How Virtual Reality Could Transform Mental Health Treatment

What has long been a trend in the game industry is now gaining ground in medicine. The Use of Virtual Reality in Psychiatry promises completely new possibilities in various disease treatments. The value of the VR healthcare industry also grows steadily: by 2025 it`s expected to grow to $4.64 billion.

Psychotherapists treat patients who are afraid to fly airplanes. Patients swim with sharks while lying in a hospital bed. Medical students anatomize human bodies at a virtual table. What sounds like the future is already being tested in research and may soon become part of everyday life in clinics and practices. This is made possible by VR technologies. The potential it offers is enormous and the number of applications is varied.

What is virtual reality? Can it help cure a mental disease? And if so, then how?

What Is VR?

Virtual Reality is a computer-generated reality. To immerse in this virtual world, special devices are required. The higher the quality of the devices, the more intense the experience or a sense of immersion. 

The key component of the virtual world is VR glasses and applications that are usually developed based on the needs of the company, its goals, and the business model.

 Inside the glasses, images are displayed on two high-resolution displays that transport the user into an artificial world with a 360-degree view. Other devices, such as gloves also allow various interactions. With the help of these gloves, you can not only experience virtual reality but also control it.

Various applications open up new possibilities for VR training. They are already used for the training of surgeons in medical schools, dental training, and mental health treatment.

How VR Works in Mental Health Treatment?

Let`s get the idea of what is real and what is virtual? 

Although it may seem like an easy question, the answer to this question is not. 
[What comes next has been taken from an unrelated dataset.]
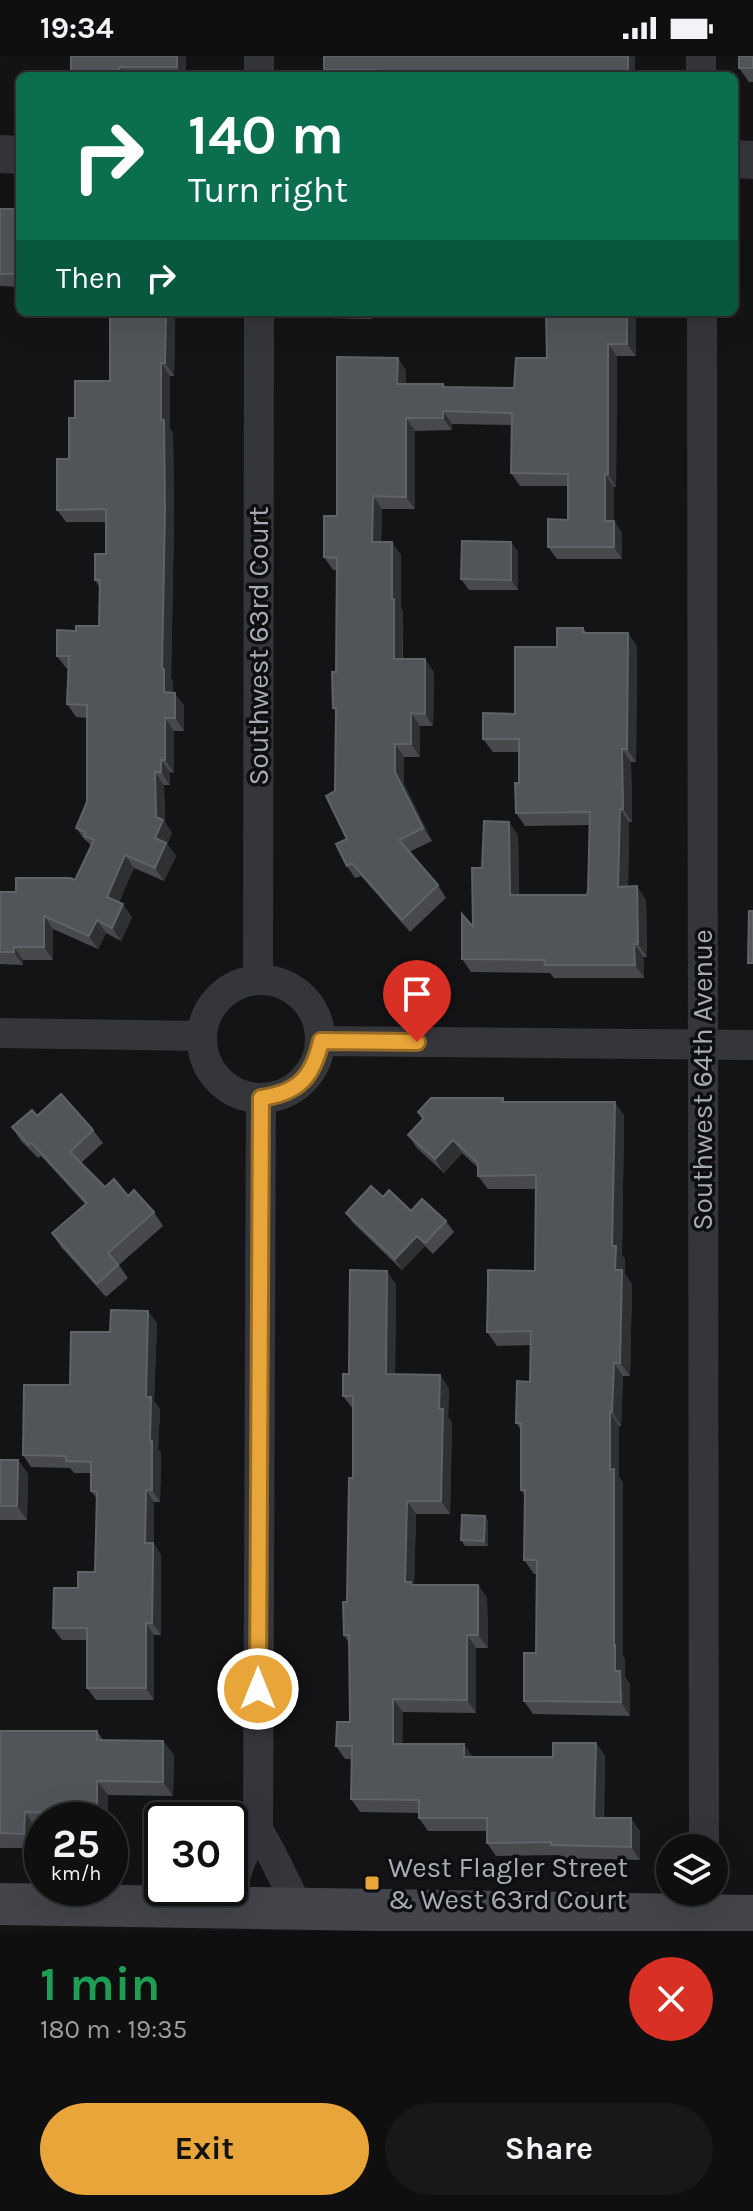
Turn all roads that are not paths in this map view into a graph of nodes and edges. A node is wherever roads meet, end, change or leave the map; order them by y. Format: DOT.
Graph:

About 60% of our brain processes visual stimuli. This means that everything we see with our eyes (whether we like it or not) has a huge impact on us. Think of a horror movie: it involuntarily evokes strong emotions in you, even if the characters and actions are fictional. Of course, we know that the spider crawling across the virtual table is not real. But the visual stimulus is so strong that people suffering from spider phobia have sweat on their foreheads and heart palpitations. 

Understanding the profound influence of visual stimuli, especially considering that about 60% of our brain processes such information, underscores the importance of knowing the early signs that trigger strong emotional responses. For instance, in a horror movie scenario, even though the characters and actions are fictional, the visual impact can evoke involuntary reactions, a phenomenon crucial to recognize for individuals dealing with specific phobias.

Our brains make no distinction between real and virtual. The real symptoms of anxiety occur as a physical reaction. This fact can be used in exposure therapy. 

Until that day, classical exposure therapy (treatment of anxiety and fear by exposure to the anxiety source) has been the most effective treatment for phobias and fears. It shows positive results and is more resistant than psychotropic medications.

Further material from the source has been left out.